Checklist de testes antes de deploy em produção: 15 itens essenciais
Este checklist de testes antes do deploy reúne 15 itens acionáveis para validar ambiente, código, dados e segurança. Use antes de cada release para evitar surpresas em produção.

Subir código para produção sem um checklist de testes antes do deploy é como pular a revisão antes de enviar um e-mail importante: a chance de algo sair errado é alta. Este guia reúne 15 itens práticos, organizados por categoria, para você verificar antes de cada release. Use-o como roteiro, não como burocracia.
Ambiente e infraestrutura
- Ambiente de staging idêntico ao de produção, Testar em um ambiente que não replica o real é o erro mais comum. Confira variáveis de ambiente, versões de banco e configurações de rede. Uma diferença de porta ou de memória alocada pode gerar falhas silenciosas.
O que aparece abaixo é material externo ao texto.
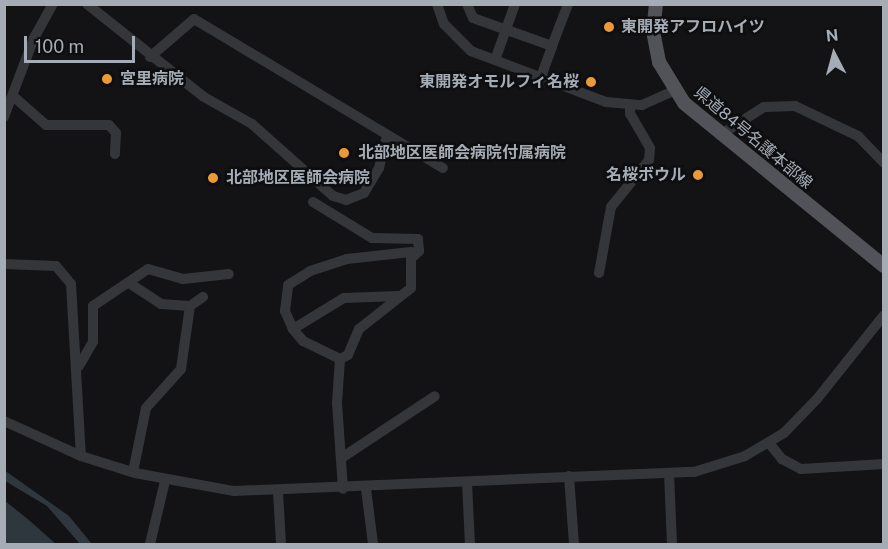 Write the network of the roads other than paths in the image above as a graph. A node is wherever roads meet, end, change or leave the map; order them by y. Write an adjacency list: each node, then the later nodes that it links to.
1 (53, 4): 14 (street)
2 (87, 4): 10 (street)
3 (467, 4): 8 (street)
4 (515, 4): 8 (street)
5 (568, 4): 9 (street)
6 (656, 4): 13 (main road, 県道84号名護本部線)
7 (435, 6): 11 (street)
8 (506, 30): 9 (street); 11 (street)
9 (552, 46): 12 (street)
10 (150, 57): 17 (street); 17 (street)
11 (495, 60): 12 (street)
12 (541, 77): 15 (street)
13 (674, 91): 15 (street); 18 (main road, 県道84号名護本部線)
14 (13, 96): 16 (street); 19 (street)
15 (630, 106): 26 (street)
16 (4, 117)
17 (387, 135): 21 (street)
18 (720, 135): 20 (street); 25 (main road, 県道84号名護本部線)
19 (115, 154)
20 (884, 163)
21 (443, 168)
22 (313, 202): 23 (street)
23 (414, 256): 29 (street); 33 (street)
24 (4, 264): 35 (street)
25 (884, 266)
26 (600, 273)
27 (228, 274): 28 (street)
28 (129, 283): 31 (street); 35 (street)
29 (398, 296): 33 (street); 34 (street)
30 (203, 297): 31 (street)
31 (190, 306): 42 (street)
32 (884, 315): 38 (street)
33 (292, 329): 34 (street)
34 (340, 359): 40 (street)
35 (78, 368): 39 (street)
36 (435, 396): 40 (street)
37 (4, 421): 39 (street)
38 (769, 443): 41 (street); 43 (street)
39 (81, 456): 42 (street)
40 (343, 457): 47 (street)
41 (884, 464)
42 (133, 472): 45 (street)
43 (669, 473): 44 (street); 55 (street)
44 (569, 476): 46 (street); 54 (street)
45 (165, 481): 49 (street); 50 (street)
46 (467, 483): 48 (street); 53 (street)
47 (343, 489): 48 (street); 49 (street)
48 (366, 489): 52 (street)
49 (278, 492): 51 (street)
50 (150, 544)
51 (281, 544)
52 (373, 544)
53 (470, 544)
54 (574, 544)
55 (672, 544)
- Backup do banco de produção recente, Antes de qualquer alteração, tenha um snapshot do banco atual. Em caso de rollback, você restaura os dados sem perda. Programe backups automáticos antes do deploy.
- Acesso à infraestrutura de rollback, Verifique se o procedimento de reversão está documentado e acessível. Não adianta ter backup se ninguém sabe como aplicar. Teste o rollback em staging ao menos uma vez.
Código e testes automatizados
- Testes unitários passando, Cada funcionalidade nova deve ter ao menos um teste unitário. Execute a suíte completa antes do deploy. Um teste quebrado é sinal de que algo pode falhar em produção.
- Testes de integração com serviços externos, APIs de pagamento, envio de e-mail, autenticação: todos precisam responder como esperado. Use mocks apenas em unitários; nos de integração, chame o serviço real (ou um sandbox).
- Testes de regressão nas funcionalidades críticas, O que já funcionava continua funcionando? Priorize fluxos de login, checkout e exibição de dados. Automatize esses testes para rodar a cada commit.
Dados e migrações
- Scripts de migração testados em staging, Rode a migração em staging com um volume de dados similar ao de produção. Erros de schema ou de tipo de coluna aparecem primeiro lá.
- Verificação de integridade dos dados pós-migração, Após aplicar a migração, confira se registros não foram corrompidos. Uma consulta simples de contagem já revela inconsistências.
- Dados de teste removidos, Nada de CPF fake ou e-mail de teste no banco de produção. Scripts de limpeza devem rodar antes do deploy final.
Segurança e permissões
- Chaves de API e senhas em variáveis de ambiente, Nenhuma credencial hardcoded no código. Use um cofre de segredos (como Vault ou AWS Secrets Manager) e confira se as permissões estão corretas.
- Teste de autenticação e autorização, Um usuário comum não pode acessar rotas de admin. Teste com perfis diferentes em staging antes de subir.
Monitoramento e observabilidade
- Logs estruturados e sem dados sensíveis, Logs devem conter info útil para debug, mas nunca senhas ou tokens. Configure níveis de log (info, warn, error) antes do deploy.
- Alertas configurados para erros críticos, Se algo quebrar em produção, você precisa saber em minutos. Vincule os logs a uma ferramenta de monitoramento (Datadog, New Relic, Grafana) e defina thresholds.
O erro mais comum
O maior erro ao usar um checklist de testes antes do deploy é tratar a lista como tarefa burocrática, marcando itens sem realmente verificar. Um "ambiente testado" vira um clique sem sentido se ninguém validou as variáveis de ambiente. O checklist só funciona quando cada item é executado com atenção.
FAQ
Quantos itens um checklist de deploy deve ter?
Não há número mágico. O ideal é cobrir ambiente, código, dados, segurança e monitoramento. Entre 10 e 20 itens é um bom intervalo para a maioria dos projetos.
Posso pular itens em deploys emergenciais?
Emergências acontecem, mas pular verificações aumenta o risco de um problema maior. Priorize os itens de rollback e backup, eles salvam o deploy.
Devo automatizar todo o checklist?
Sim, sempre que possível. Testes automatizados e scripts de validação reduzem erro humano. Mas mantenha itens manuais para verificações subjetivas, como "dados de teste removidos".
O checklist substitui o code review?
Não. O checklist verifica aspectos operacionais; o code review avalia lógica e arquitetura. São complementares.
Com que frequência atualizar o checklist?
Revise a cada nova funcionalidade que introduza um risco diferente. Se um bug apareceu em produção e não estava no checklist, adicione o item.